On Tue, 2013-03-12 at 13:20 -0400, Laine Stump wrote:
On 03/11/2013 02:06 PM, Alex Williamson wrote:
> On Mon, 2013-03-11 at 13:23 -0400, Laine Stump wrote:
>> VFIO is a new method of doing PCI device assignment ("PCI
passthrough"
>> aka "<hostdev>") available in newish kernels (3.6?; it's in
Fedora 18 at
>> any rate) and via the "vfio-pci" device in qemu-1.4+. In contrast to
the
>> traditional KVM PCI device assignment (available via the "pci-assign"
>> device in qemu), VFIO works properly on systems using UEFI "Secure
>> Boot"; it also offers other advantages, such as grouping of related
>> devices that must all be assigned to the same guest (or not at all).
>> Here's some useful reading on the subject.
>>
>>
http://lwn.net/Articles/474088/
>>
http://lwn.net/Articles/509153/
>>
>> Short description (from Alex Williamson's KVM Forum Presentation)
>>
>> 1) Assume this is the device you want to assign:
>> 01:10.0 Ethernet controller: Intel Corporation 82576
>> Virtual Function (rev 01)
>>
>> 2) Find the vfio group of this device
>> :
>> # readlink /sys/bus/pci/devices/0000:01:10.0/iommu_group
>> ../../../../kernel/iommu_groups/15
>>
>> ==> IOMMU Group = 15
>>
>> 3) Check the devices in the group:
>> # ls /sys/bus/pci/devices/0000:01:10.0/iommu_group/devices/
>> 0000:01:10.0
>>
>> (so this group has only 1 device)
>>
>> 4) Unbind from device driver
>> # echo 0000:01:10.0 >/sys/bus/pci/devices/0000:01:10.0/driver/unbind
>>
>> 5) Find vendor & device ID
>> $ lspci -n -s 01:10.0
>> 01:10.0 0200: 8086:10ca (rev 01)
>>
>> 6) Bind to vfio-pci
>> $ echo 8086 10ca > /sys/bus/pci/drivers/vfio-pci/new_id
>>
>> (this will result in a new device node "/dev/vfio/15", which is what
qemu will use to setup the device for passthrough)
>>
>> 7) chown the device node so it is accessible by qemu user:
>> # chown qemu /dev/vfio/15; chgrp qemu /dev/vfio/15
>>
>> (note that /dev/vfio/vfio, which is installed as 0600 root:root, must also be
made mode 0666, still owned by root - this is supposedly not dangerous)

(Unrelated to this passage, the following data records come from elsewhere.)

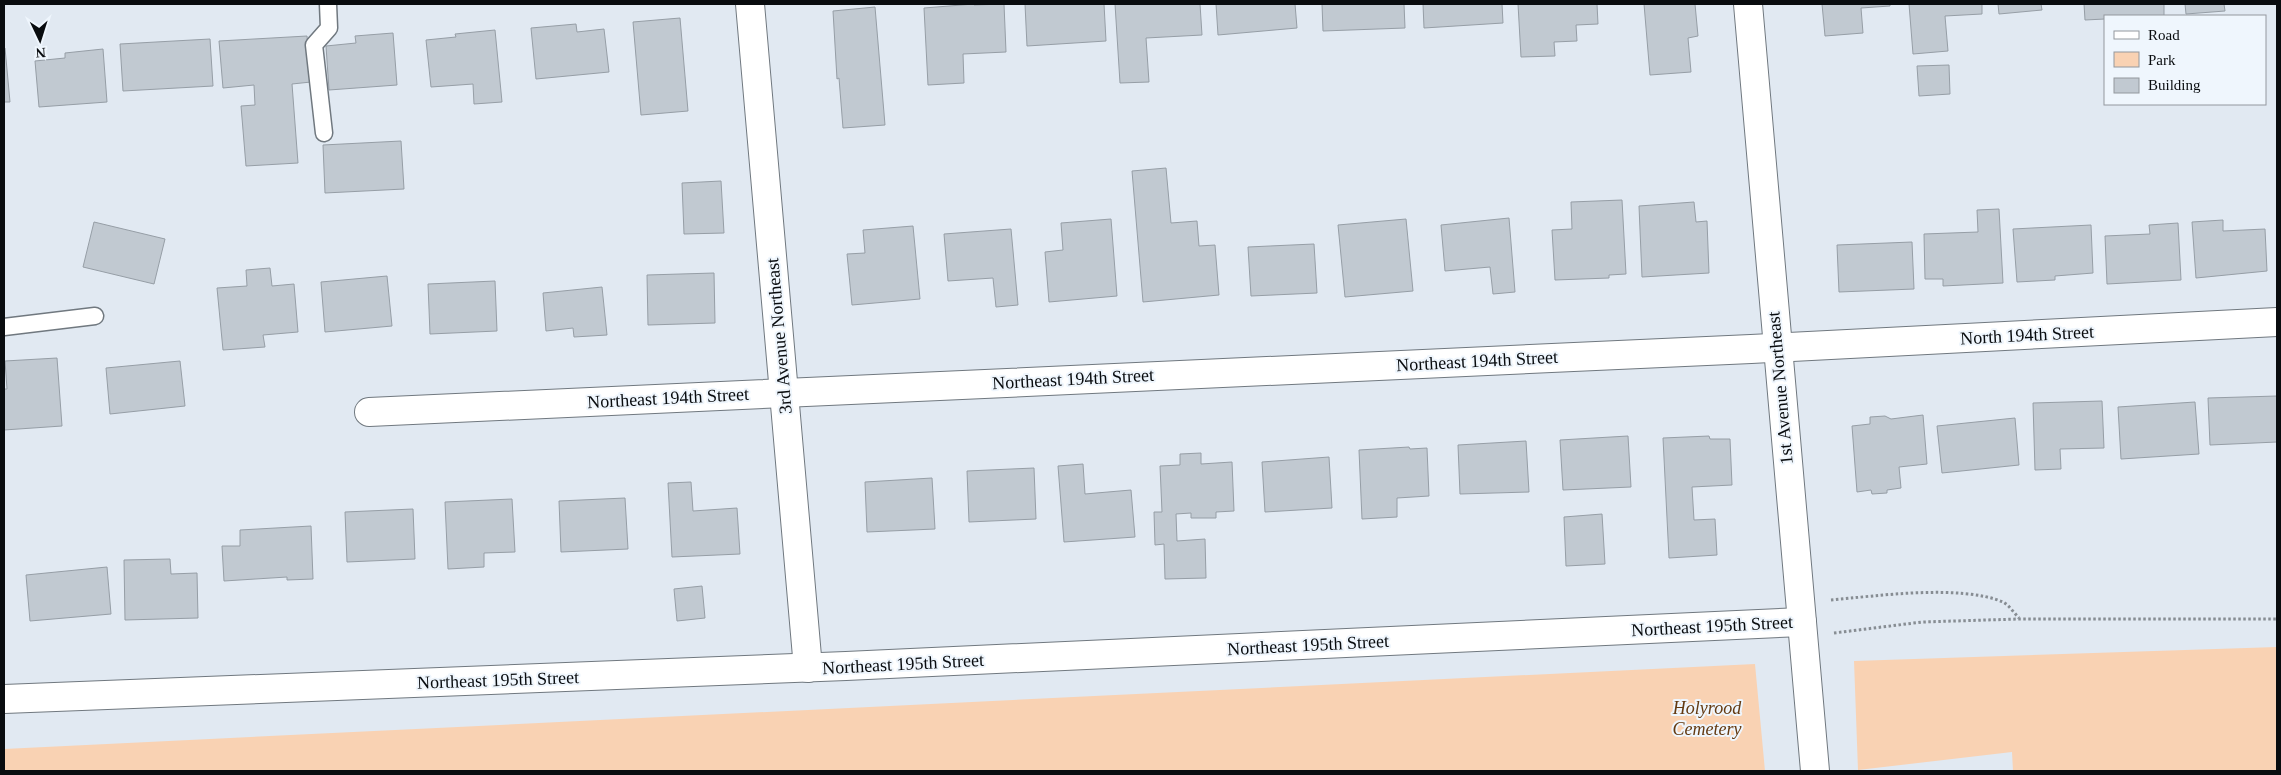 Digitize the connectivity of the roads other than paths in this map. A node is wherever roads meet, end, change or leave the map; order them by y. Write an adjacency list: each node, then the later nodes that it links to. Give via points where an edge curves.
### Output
1 (328, 4): 4 (lane, via 329,28 314,45)
2 (750, 4): 9 (street, 3rd Avenue Northeast)
3 (1748, 4): 8 (street, 1st Avenue Northeast)
4 (324, 132)
5 (95, 316): 7 (lane)
6 (2277, 322): 8 (street, North 194th Street)
7 (4, 326)
8 (1776, 348): 9 (street, Northeast 194th Street); 11 (street, 1st Avenue Northeast)
9 (784, 392): 10 (street, Northeast 194th Street); 12 (street, 3rd Avenue Northeast)
10 (369, 412)
11 (1801, 613): 12 (street, Northeast 195th Street); 14 (street, 1st Avenue Northeast)
12 (808, 668): 13 (street, Northeast 195th Street)
13 (4, 699)
14 (1815, 771)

> I'll look into this, the intention has always been that /dev/vfio/vfio
> is a safe interface that's only empowered when connected to
> a /dev/vfio/$GROUP, which implies some privileges.
>
>> 8) set the limit for locked memory equal to all of guest memory size + [some
amount large enough to encompass all of io space]

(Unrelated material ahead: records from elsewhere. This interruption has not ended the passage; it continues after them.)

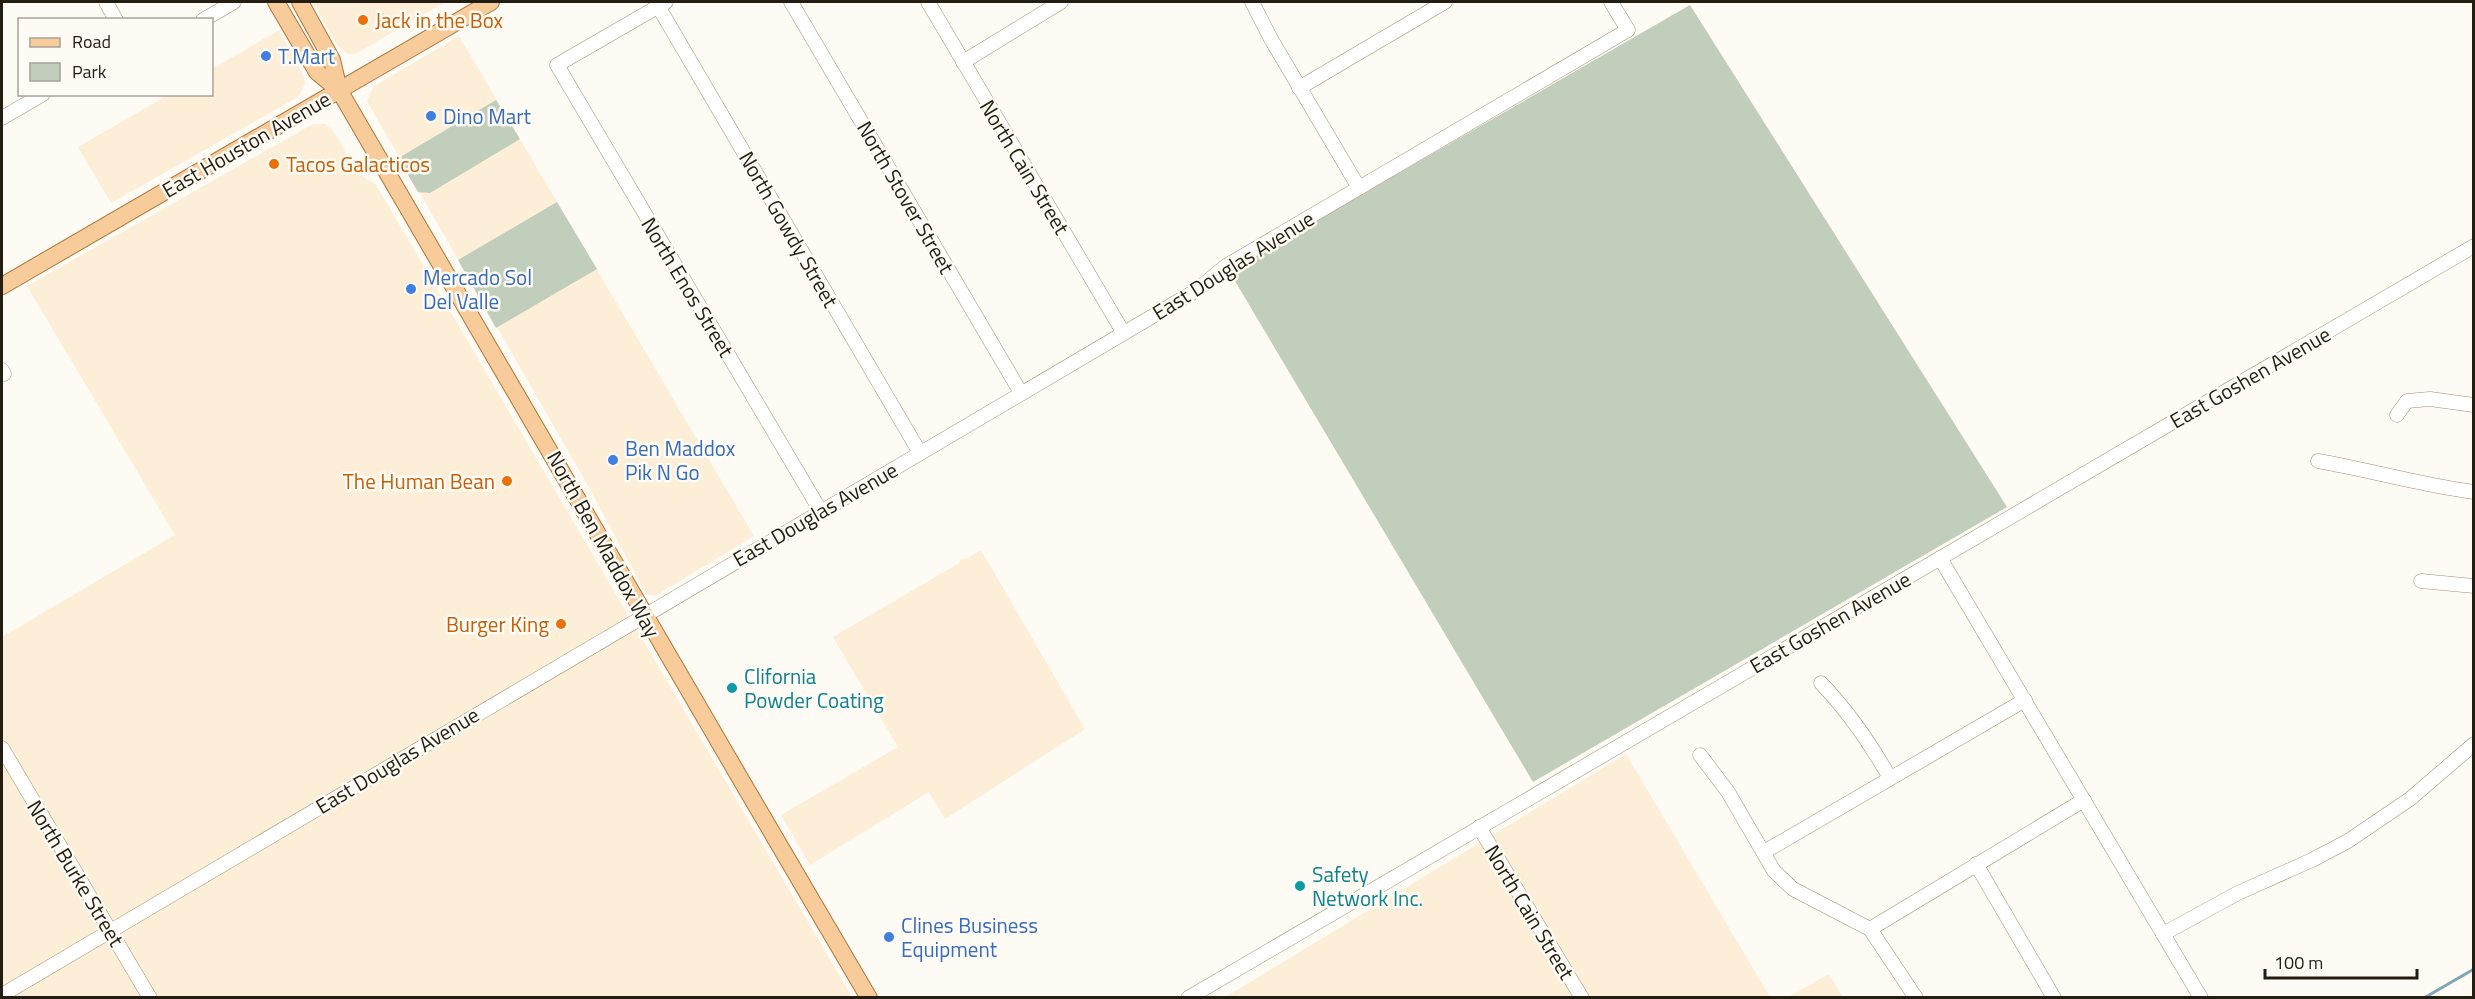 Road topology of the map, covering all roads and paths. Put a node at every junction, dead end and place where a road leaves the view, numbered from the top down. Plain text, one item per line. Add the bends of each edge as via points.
1 (106, 2) edge
2 (234, 2) edge
3 (276, 2) edge
4 (300, 2) edge
5 (491, 2) edge
6 (791, 2) edge
7 (927, 2) edge
8 (1061, 2) edge
9 (1252, 2) edge
10 (1445, 2) edge
11 (1611, 2) edge
12 (662, 4) edge
13 (115, 18) edge
14 (206, 18) edge
15 (963, 62) junction
16 (1299, 88) junction
17 (339, 90) junction
18 (39, 96) edge
19 (2, 117) edge
20 (1359, 188) junction
21 (2474, 246) edge
22 (2, 286) edge
23 (1123, 332) junction
24 (1021, 393) junction
25 (2474, 405) edge
26 (2397, 415) dead end
27 (920, 453) junction
28 (2318, 460) dead end
29 (2474, 492) edge
30 (820, 510) junction
31 (1940, 558) junction
32 (2421, 581) dead end
33 (2474, 586) edge
34 (644, 615) junction
35 (1821, 683) dead end
36 (2025, 699) junction
37 (2474, 744) edge
38 (2, 747) edge
39 (1700, 755) dead end
40 (1890, 778) junction
41 (2084, 800) junction
42 (1479, 826) junction
43 (1764, 852) junction
44 (1976, 864) junction
45 (1870, 929) junction
46 (109, 930) junction
47 (2163, 934) junction
48 (2, 995) edge
49 (150, 998) edge
50 (869, 998) edge
51 (1188, 998) edge
52 (1582, 998) edge
53 (1916, 998) edge
54 (2054, 998) edge
55 (2201, 998) edge

1 - 13 street
2 - 14 street
3 - 17 main road, North Ben Maddox Way via 317,72
4 - 17 main road, North Ben Maddox Way via 332,60
5 - 17 main road, East Houston Avenue
6 - 24 street, North Stover Street
7 - 15 street, North Cain Street
8 - 15 street
9 - 16 street
10 - 16 street
11 - 20 street, East Douglas Avenue via 1628,30
12 - 27 street, North Gowdy Street
12 - 30 street, North Enos Street via 557,65
15 - 23 street, North Cain Street
16 - 20 street
17 - 22 main road, East Houston Avenue
17 - 34 main road, North Ben Maddox Way via 572,485
18 - 19 street
20 - 23 street, East Douglas Avenue
21 - 31 street, East Goshen Avenue
23 - 24 street, East Douglas Avenue
24 - 27 street, East Douglas Avenue
25 - 26 street via 2430,399 2407,401
27 - 30 street, East Douglas Avenue
28 - 29 street via 2425,486
30 - 34 street, East Douglas Avenue
31 - 36 street
31 - 42 street, East Goshen Avenue
32 - 33 street
34 - 46 street, East Douglas Avenue
34 - 50 main road, North Ben Maddox Way
35 - 40 street via 1860,729
36 - 40 street
36 - 41 street
37 - 47 street via 2410,799 2348,841
38 - 46 street, North Burke Street
39 - 43 street
40 - 43 street
41 - 44 street
41 - 47 street
42 - 51 street, East Goshen Avenue
42 - 52 street, North Cain Street
43 - 45 street via 1774,871 1793,889
44 - 45 street
44 - 54 street
45 - 53 street
46 - 48 street, East Douglas Avenue
46 - 49 street, North Burke Street
47 - 55 street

>> # ulimit -l 2621440 # ((2048 + 512) * 1024)
>>
>> 9) pass to qemu using -device vfio-pci:
>>
>> sudo qemu qemu-system-x86_64 -m 2048 -hda rhel6vm \
>> -vga std -vnc :0 -net none \
>> -enable-kvm \
>> -device vfio-pci,host=01:10.0,id=net0
>>
>> (qemu will then use something like step (2) to figure out which device node it
needs to use)
>>
>> Why the "ulimit -l"?
>> --------------------
>>
>> Any qemu guest that is using the old pci-assign must have *all* guest
>> memory and IO space locked in memory. Normally the maximum amount of
>> locked memory allowed for a process is controlled by "ulimit -l", but
>> in the case of pc-assign, the kvm kernel module has always just
>> ignored the -l limit and locked it all anyway.
>>
>> With vfio-pci, all guest memory and IO space must still be locked in
>> memory, but the vfio module *doesn't* ignore the process limits, so
>> libvirt will need to set ulimit -l for any guest that wants to do
>> vfio-based pci passthrough. Since (due to the possibility of hotplug)
>> we don't know at the time the qemu process is started whether or not
>> it might need to do a pci passthrough, we will need to use prlimit(2)
>> to modify the limit of the already-running qemu.
>>
>>
>> Proposed XML Changes
>> --------------------
>>
>> To support vfio pci device assignment in libvirt, I'm thinking something
>> like this (note that the <driver> subelement is already used for
>> <interface> and <disk> to choose which backend to use for a
particular
>> device):
>>
>> <hostdev managed='yes'>
>> <driver name='vfio'/>
>> ...
>> </hostdev>
>>
>> <interface type='hostdev' managed='yes'>
>> <driver name='vfio'/>
> vfio is the overall userspace driver framework while vfio-pci is the
> specific qemu driver we're using here. Does it make more sense to call
> this 'vfio-pci'? It's possible that we could later have a device tree
> qemu driver which would need to be involved with -device vfio-dt (or
> something) and have different options.
Would this new "vfio-dt" device be used for PCI devices?
No, dt would be non-PCI devices described by device tree.
I actually left
out an important attribute in my example:
<hostdev type='pci' managed='yes'>
<driver name='vfio'/>
...
</hostdev>
I may be leaning in your direction anyway though (or maybe such a future
difference could be handled by an extra attribute to <driver name='vfio'
.../>). (and this brings up the question of whether we should give a
name to / allow specifying in a <driver> element the current pci-assign.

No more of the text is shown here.